BMG initially reported a December 1999 international release, with "Electric" the first European single release in mid-August of that year. In June 1999, RCA Records (Robyn's international label) began formulating the marketing plans for the album in the United States; initial reports anticipated the release of an airplay single in September 1999, followed by the album in January 2000. In December 1999, Aftonbladet reported that Robyn would record new songs for an American version of My Truth or a new album, scheduled for release in the fall of 2000. Due to the lyrics which reflected on her abortion, RCA asked Robyn to re-record portions of the album for the American market and pop radio; according to a June 1999 article in the American music magazine Billboard, the singer had a miscarriage instead of an abortion.
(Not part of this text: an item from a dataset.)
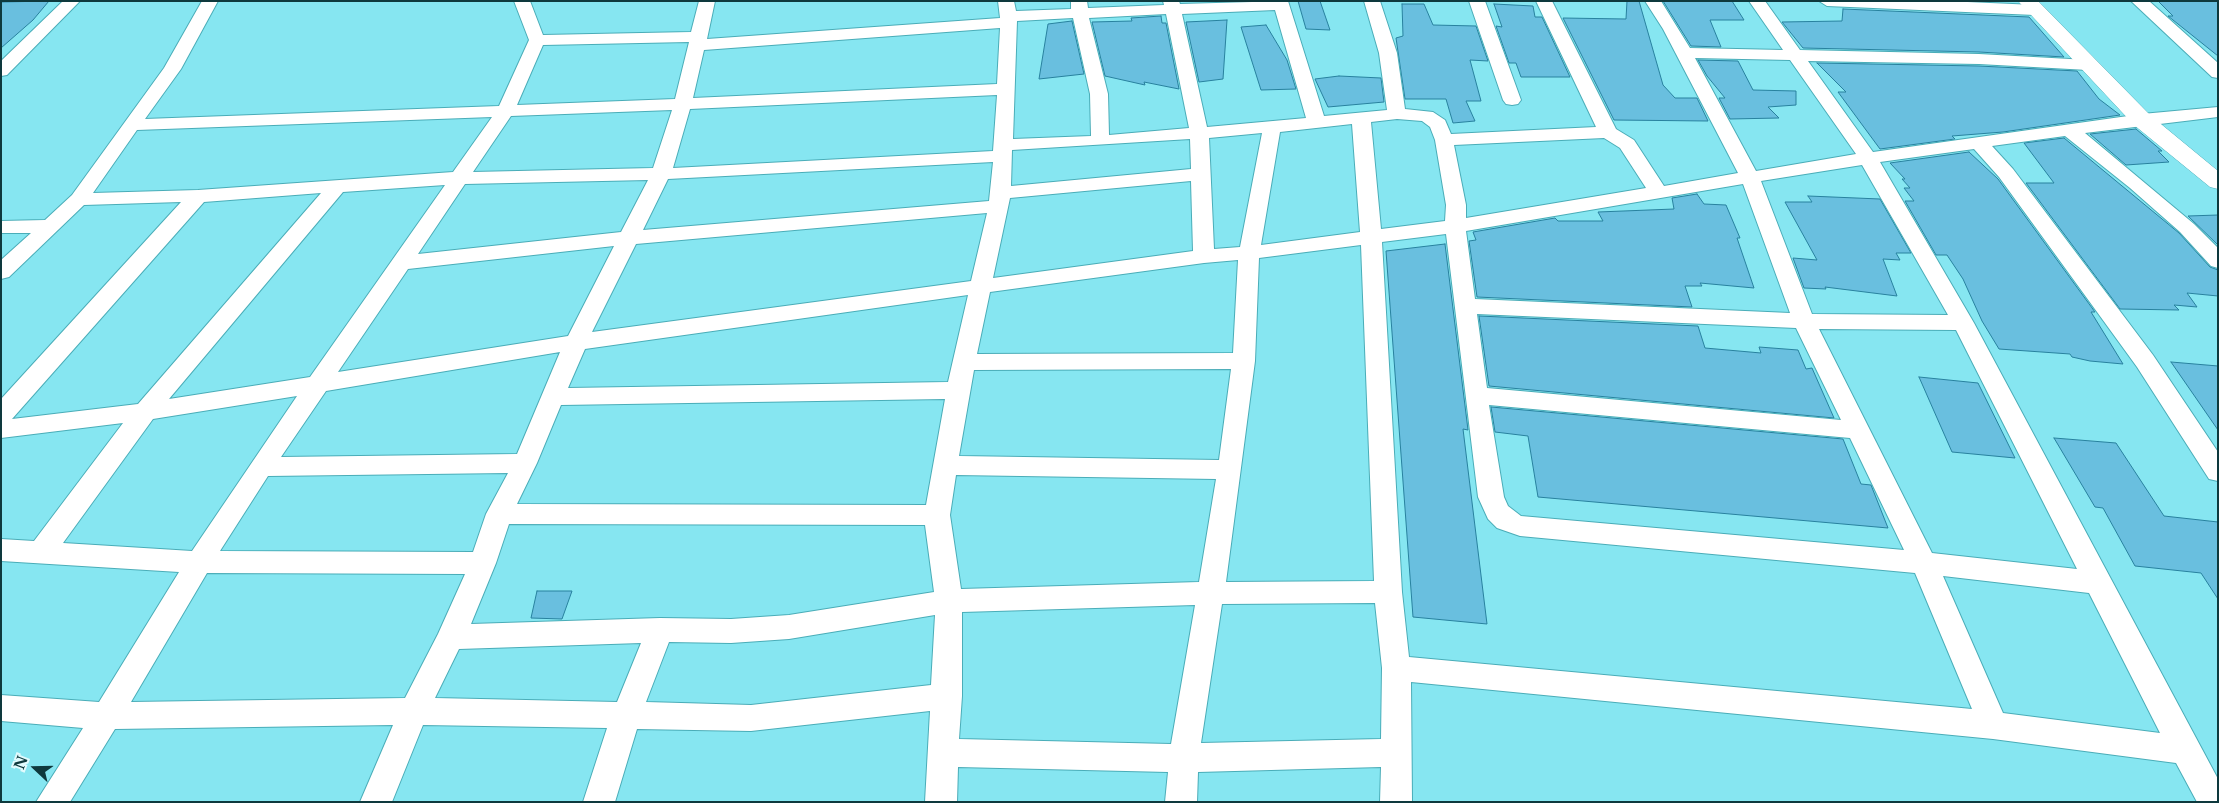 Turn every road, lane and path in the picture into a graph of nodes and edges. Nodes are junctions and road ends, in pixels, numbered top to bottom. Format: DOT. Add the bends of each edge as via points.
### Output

Robyn refused to change the album; negotiations ended after six months, and the plans to release My Truth and its singles abroad were cancelled. Her manager, Alex Strehl, said: "I guess Robyn had moved in a direction that [RCA] didn't expect." Strehl told Aftonbladet that RCA felt that the album lacked potential hit singles. According to Robyn, the label wanted an album like Robyn Is Here and were not invested in My Truth. In 2001, she bought herself out of her contract with RCA for an undisclosed sum and entered a new record deal with Jive Records and Zomba internationally, while remaining with BMG in Sweden. In 2003, she expressed regret over going public with the abortion, saying the reaction was not what she had hoped for. Robyn reflected on the issue for a 2018 story in The New York Times: "You can't really talk about stuff like [abortions] in America, or you couldn't at the time. Not if you were an 18-year-old pop star." My Truth was eventually made available for streaming in the US in December 2014, although the hidden track "Det gör ont ibland" was omitted.

==Singles==
"Electric" was sent to Swedish radio stations on 22 March 1999 as My Truths lead single. Robyn first performed the song on the televised Miss Sweden beauty pageant at the Stockholm Concert Hall on 27 March 1999. It was released for purchase on 12 April 1999, with the radio edit and the extended album version. The official music video premiered on 16 May 1999 during the broadcast of the documentary Robyn – ingen vanlig Carlsson on SVT1. "Electric" was Robyn's third top-ten entry on the Sverigetopplistan singles chart, peaking at number six. On 18 May 1999, the single was certified gold by the GLF for sales of 15,000 copies. It was the sixth most-played-song of 1999 on Sveriges Radio P3.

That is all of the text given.